Goldman Sachs turns bullish on SpaceX as Nasdaq-100 buying looms
SpaceX’s Nasdaq-100 entry set off a Goldman loop: underwriting, bullish research and passive index buying all hit at once, with $4.3 billion in inflows eyed.

SpaceX’s addition to the Nasdaq-100 on July 7 set up a fast-moving trade for Goldman Sachs, where the company’s underwriting ties, fresh research call and the index’s passive-buyer base all lined up at once. Nasdaq said SpaceX would join before the market open, making it one of the quickest additions the benchmark has ever made under its newer fast-track rule for newly public companies.

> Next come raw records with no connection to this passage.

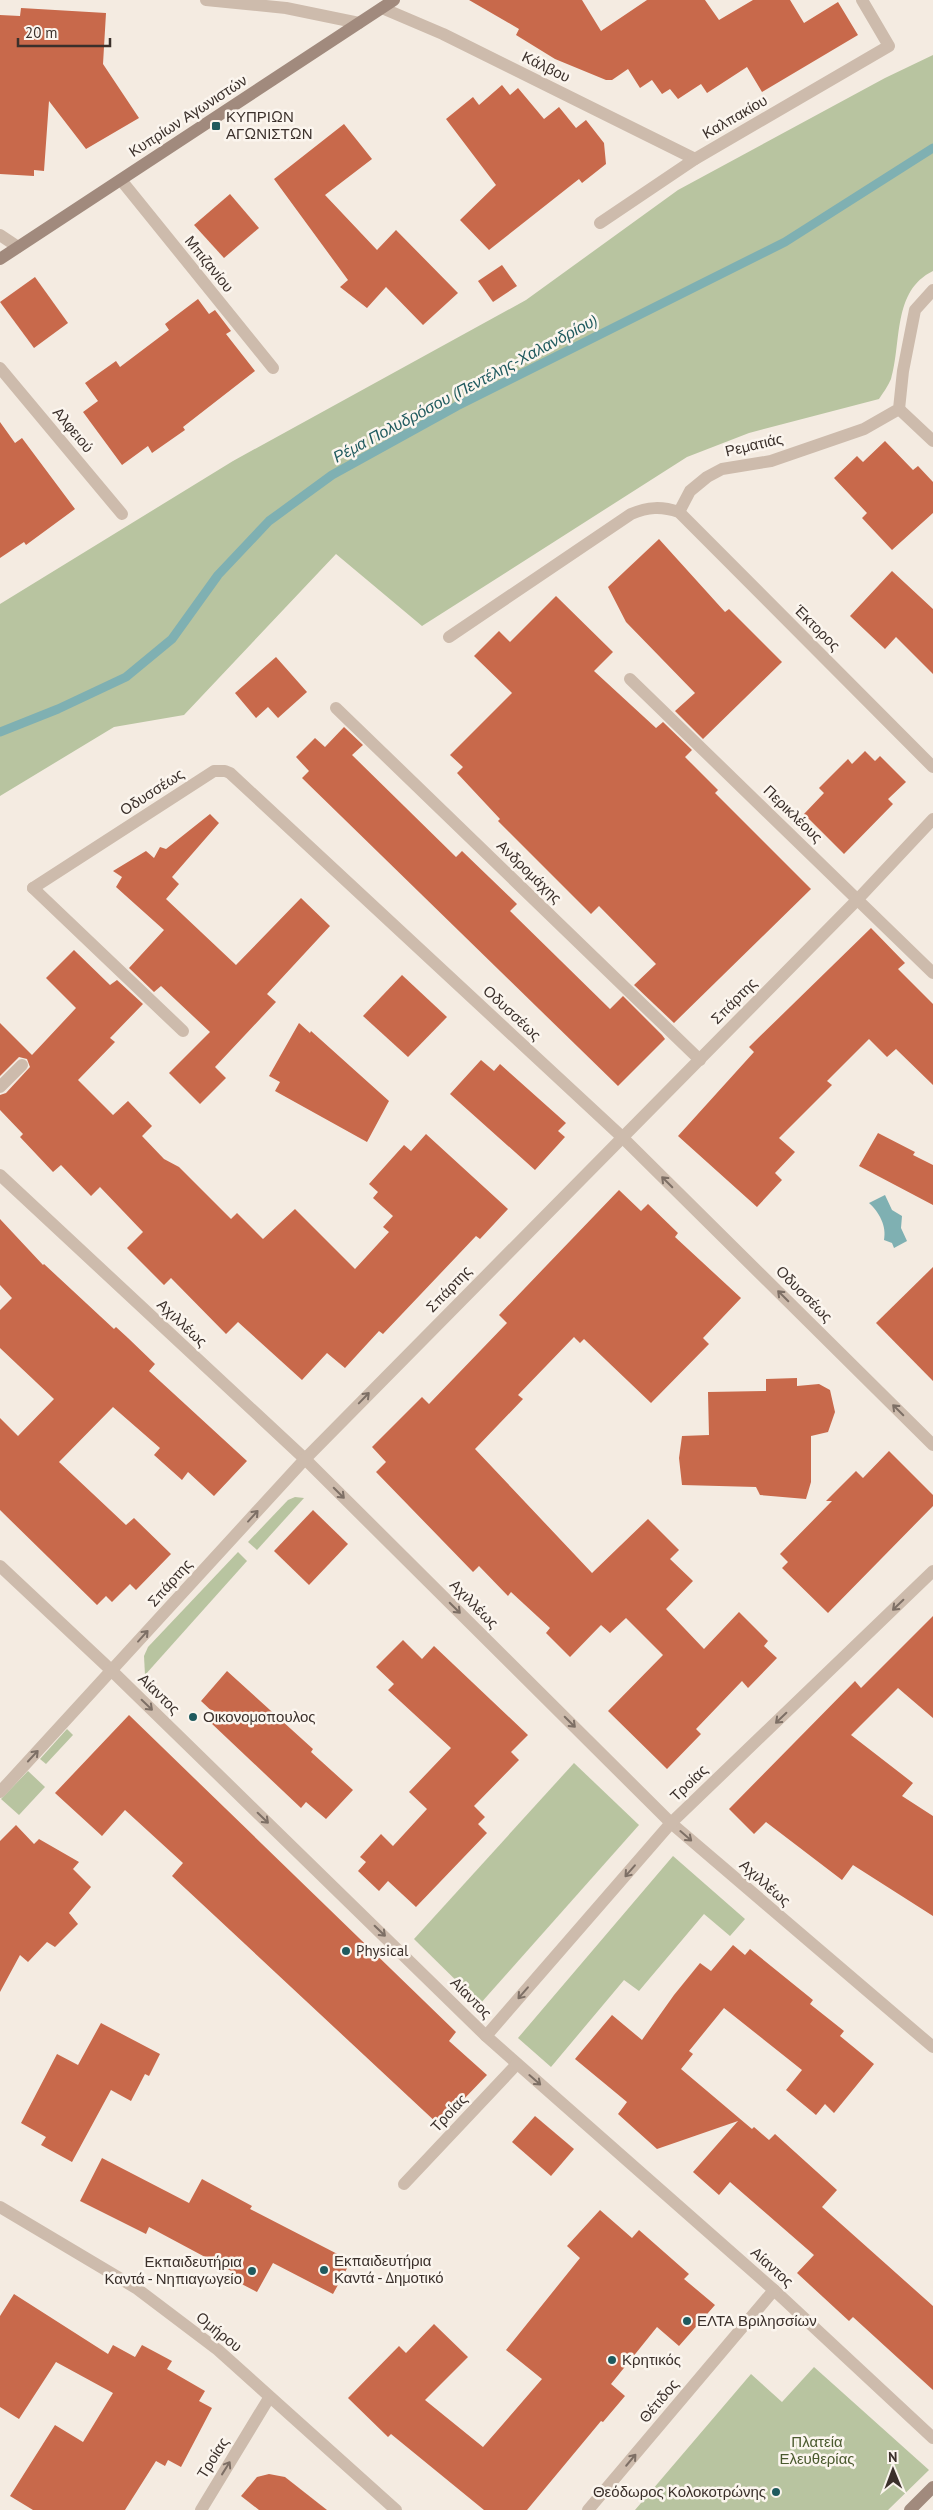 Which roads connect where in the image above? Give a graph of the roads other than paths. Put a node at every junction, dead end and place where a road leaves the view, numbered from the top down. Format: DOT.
graph roads {
  1 [pos="206,0"];
  2 [pos="394,0"];
  3 [pos="862,0"];
  4 [pos="288,4"];
  5 [pos="382,8"];
  6 [pos="358,23"];
  7 [pos="695,159"];
  8 [pos="121,180"];
  9 [pos="600,223"];
  10 [pos="0,235"];
  11 [pos="18,247"];
  12 [pos="0,259"];
  13 [pos="933,290"];
  14 [pos="0,368"];
  15 [pos="273,368"];
  16 [pos="899,409"];
  17 [pos="933,441"];
  18 [pos="679,512"];
  19 [pos="122,514"];
  20 [pos="449,637"];
  21 [pos="630,679"];
  22 [pos="336,708"];
  23 [pos="933,766"];
  24 [pos="933,820"];
  25 [pos="858,899"];
  26 [pos="933,973"];
  27 [pos="183,1031"];
  28 [pos="700,1060"];
  29 [pos="22,1065"];
  30 [pos="0,1087"];
  31 [pos="621,1136"];
  32 [pos="0,1175"];
  33 [pos="933,1445"];
  34 [pos="305,1459"];
  35 [pos="0,1566"];
  36 [pos="933,1571"];
  37 [pos="112,1671"];
  38 [pos="0,1792"];
  39 [pos="671,1823"];
  40 [pos="486,2036"];
  41 [pos="933,2047"];
  42 [pos="517,2064"];
  43 [pos="404,2184"];
  44 [pos="0,2206"];
  45 [pos="774,2290"];
  46 [pos="269,2398"];
  47 [pos="933,2438"];
  48 [pos="933,2486"];
  49 [pos="201,2510"];
  50 [pos="396,2510"];
  51 [pos="588,2510"];
  52 [pos="910,2510"];
  1 -- 4 [label="street"];
  2 -- 5 [label="street, Κυπρίων Αγωνιστών"];
  3 -- 7 [label="street, Καλπακίου"];
  4 -- 6 [label="street"];
  5 -- 6 [label="street, Κυπρίων Αγωνιστών"];
  5 -- 7 [label="street, Κάλβου"];
  6 -- 8 [label="street, Κυπρίων Αγωνιστών"];
  7 -- 9 [label="street, Καλπακίου"];
  8 -- 11 [label="street, Κυπρίων Αγωνιστών"];
  8 -- 15 [label="street, Μπιζανίου"];
  10 -- 11 [label="street"];
  11 -- 12 [label="street, Κυπρίων Αγωνιστών"];
  13 -- 16 [label="street"];
  14 -- 19 [label="street, Αλφειού"];
  16 -- 17 [label="street"];
  16 -- 18 [label="street, Ρεματιάς"];
  18 -- 20 [label="street"];
  18 -- 23 [label="street, Έκτορος"];
  21 -- 25 [label="street, Περικλέους"];
  22 -- 28 [label="street, Ανδρομάχης"];
  24 -- 25 [label="street, Σπάρτης"];
  25 -- 26 [label="street, Περικλέους"];
  25 -- 28 [label="street, Σπάρτης"];
  27 -- 31 [label="street, Οδυσσέως"];
  28 -- 31 [label="street, Σπάρτης"];
  29 -- 30 [label="street"];
  33 -- 31 [label="street, Οδυσσέως, one-way"];
  34 -- 31 [label="street, Σπάρτης, one-way"];
  32 -- 34 [label="street, Αχιλλέως"];
  37 -- 34 [label="street, Σπάρτης, one-way"];
  34 -- 39 [label="street, Αχιλλέως, one-way"];
  35 -- 37 [label="street, Αίαντος"];
  36 -- 39 [label="street, Τροίας, one-way"];
  38 -- 37 [label="street, Σπάρτης, one-way"];
  37 -- 40 [label="street, Αίαντος, one-way"];
  39 -- 40 [label="street, Τροίας, one-way"];
  39 -- 41 [label="street, Αχιλλέως, one-way"];
  40 -- 42 [label="street, Αίαντος"];
  42 -- 43 [label="street, Τροίας"];
  42 -- 45 [label="street, Αίαντος, one-way"];
  44 -- 46 [label="street, Ομήρου"];
  45 -- 47 [label="street, Αίαντος"];
  51 -- 45 [label="street, Θέτιδος, one-way"];
  49 -- 46 [label="street, Τροίας, one-way"];
  46 -- 50 [label="street, Ομήρου"];
  48 -- 52 [label="street"];
}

That mattered because the Nasdaq-100 is tracked by more than 200 investment products with more than $800 billion in assets under management globally. Index-tracking funds such as Invesco QQQ Trust could begin buying after the market close on July 6, and J.P. Morgan estimated the change could draw $4.3 billion in passive inflows. Even with a relatively small float, the stock’s weight was enough to force rebalancing, with market estimates ranging from less than 1% to 1.34% in LSEG data.
Goldman’s coverage was bullish. Analysts said, “We see the company as well-positioned to scale its differentiated advantages across space, connectivity, and AI.” They argued those markets could each become multi-trillion-dollar opportunities over a five-plus-year horizon, a framing that put SpaceX squarely in the same category as other long-duration technology stories that can support premium valuations even when near-term earnings are messy.

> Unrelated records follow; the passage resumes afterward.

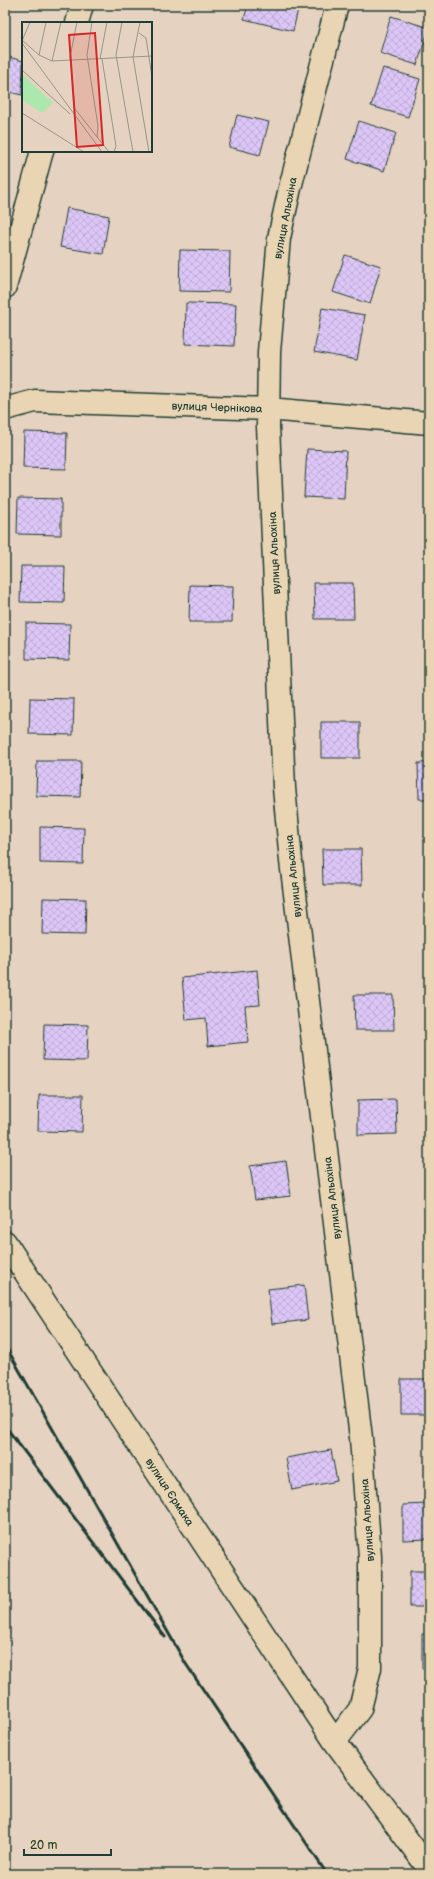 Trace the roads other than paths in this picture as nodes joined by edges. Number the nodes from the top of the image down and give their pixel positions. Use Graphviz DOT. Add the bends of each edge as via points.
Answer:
graph roads {
  1 [pos="82,5"];
  2 [pos="337,5"];
  3 [pos="77,22"];
  4 [pos="42,152"];
  5 [pos="5,287"];
  6 [pos="5,409"];
  7 [pos="268,409"];
  8 [pos="429,423"];
  9 [pos="5,1242"];
  10 [pos="335,1742"];
  11 [pos="429,1870"];
  1 -- 3 [label="street"];
  2 -- 7 [label="street, вулиця Альохіна" via="279,238 270,336"];
  4 -- 5 [label="street"];
  6 -- 7 [label="street, вулиця Чернікова" via="35,401"];
  7 -- 8 [label="street, вулиця Чернікова"];
  7 -- 10 [label="street, вулиця Альохіна" via="285,795 361,1438 370,1557 370,1668 360,1709"];
  9 -- 10 [label="street, вулиця Єрмака"];
  10 -- 11 [label="street, вулиця Єрмака"];
}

The timing also showed how tightly Goldman’s businesses can reinforce one another. Morgan Stanley, Goldman Sachs and JPMorgan were among the SpaceX IPO underwriters, and the same franchise now has a role in how the stock is framed after the deal. Equity research helps set the narrative, sales and trading desks have to absorb the flow from index funds, and the bank’s private-company access becomes a public-market revenue engine instead of a one-time transaction. More than a dozen brokerages launched coverage with top ratings, turning the first conventional valuation exercise into a coordinated market event.

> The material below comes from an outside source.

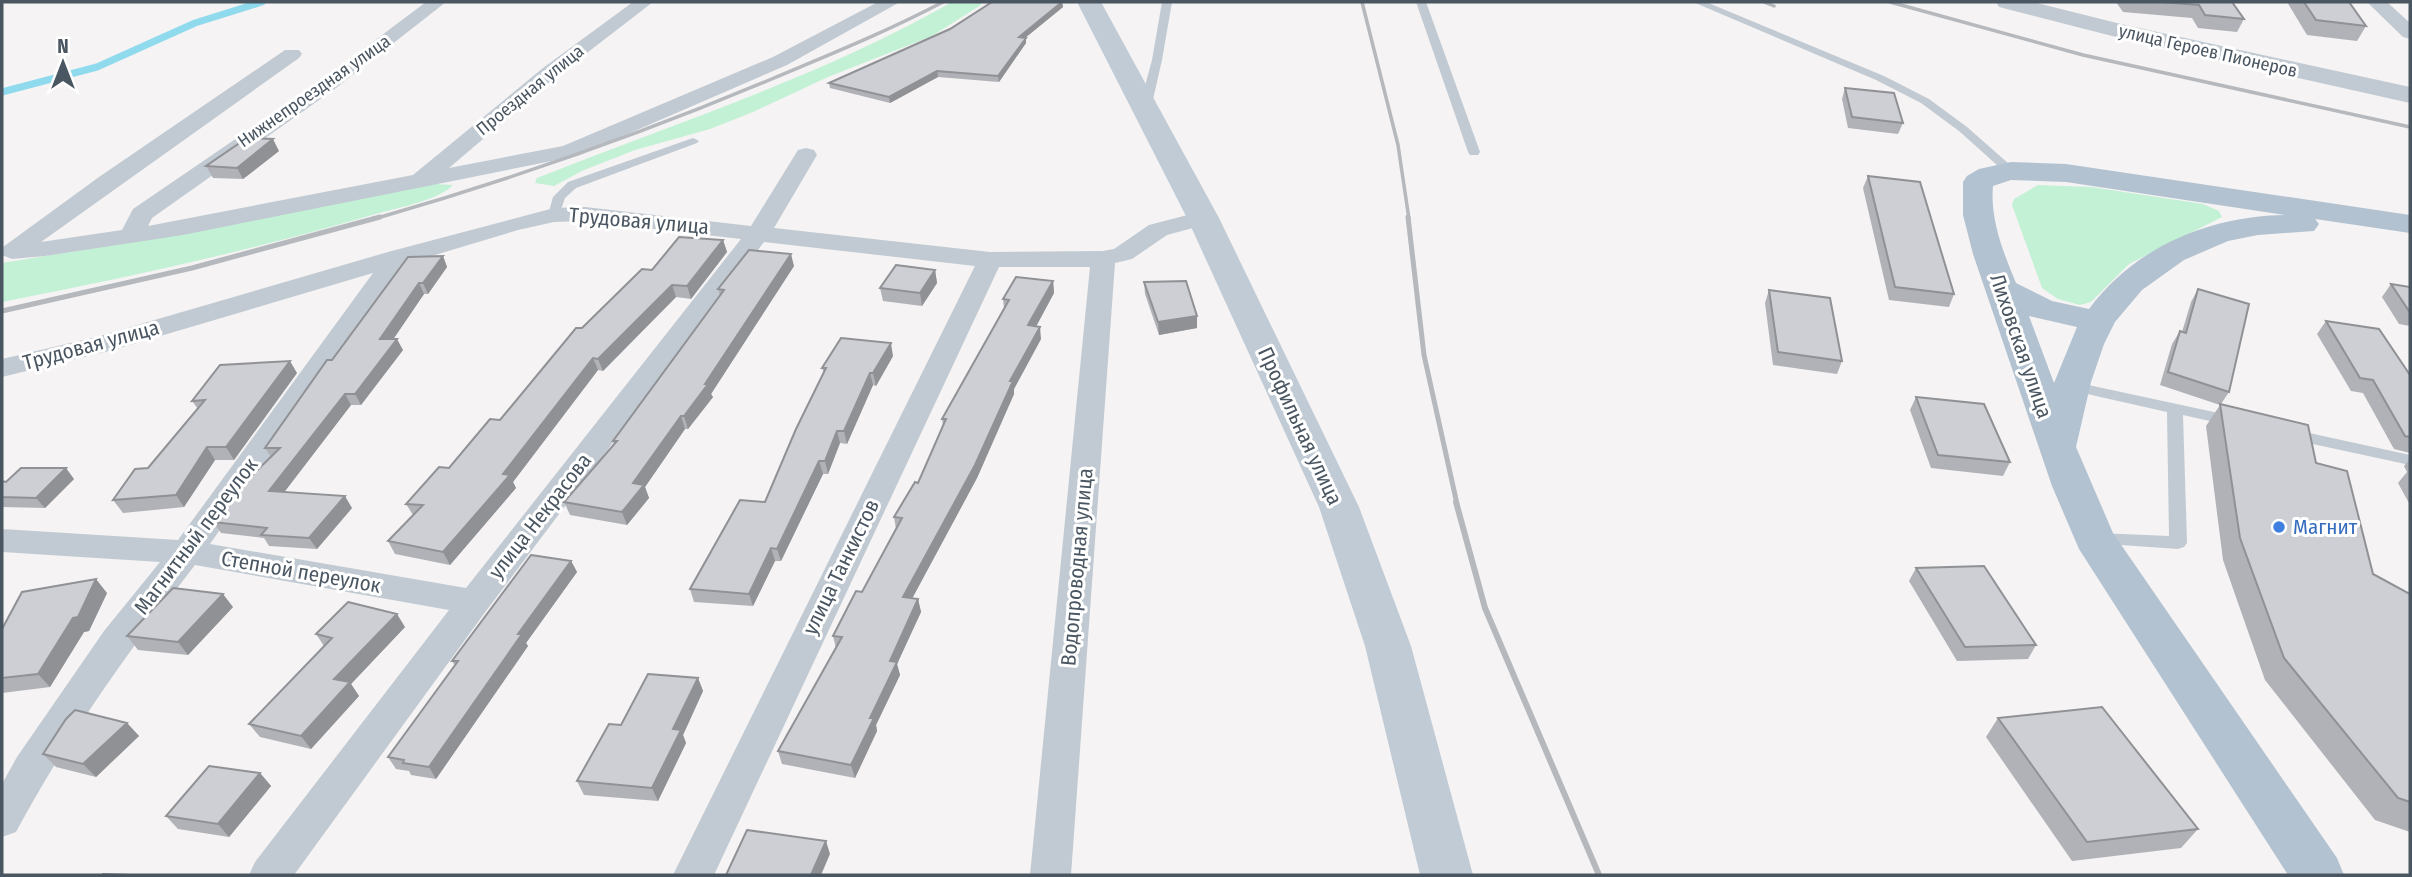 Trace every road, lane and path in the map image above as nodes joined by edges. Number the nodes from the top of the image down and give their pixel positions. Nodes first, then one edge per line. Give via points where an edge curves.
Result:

The stock still had its own gravity. SpaceX, which debuted on June 12 and swung between sharp losses and small profits over the prior three years, posted a net loss of $4.9 billion last year. Short sellers had already sold about 40 million shares, roughly 5% to 7% of the float, and were paying about 60 basis points to borrow them. Mark Hackett of Nationwide said expectations looked too high and the stock could stay pressured until earnings arrive, a reminder that index demand, analyst enthusiasm and actual trading performance do not always move together.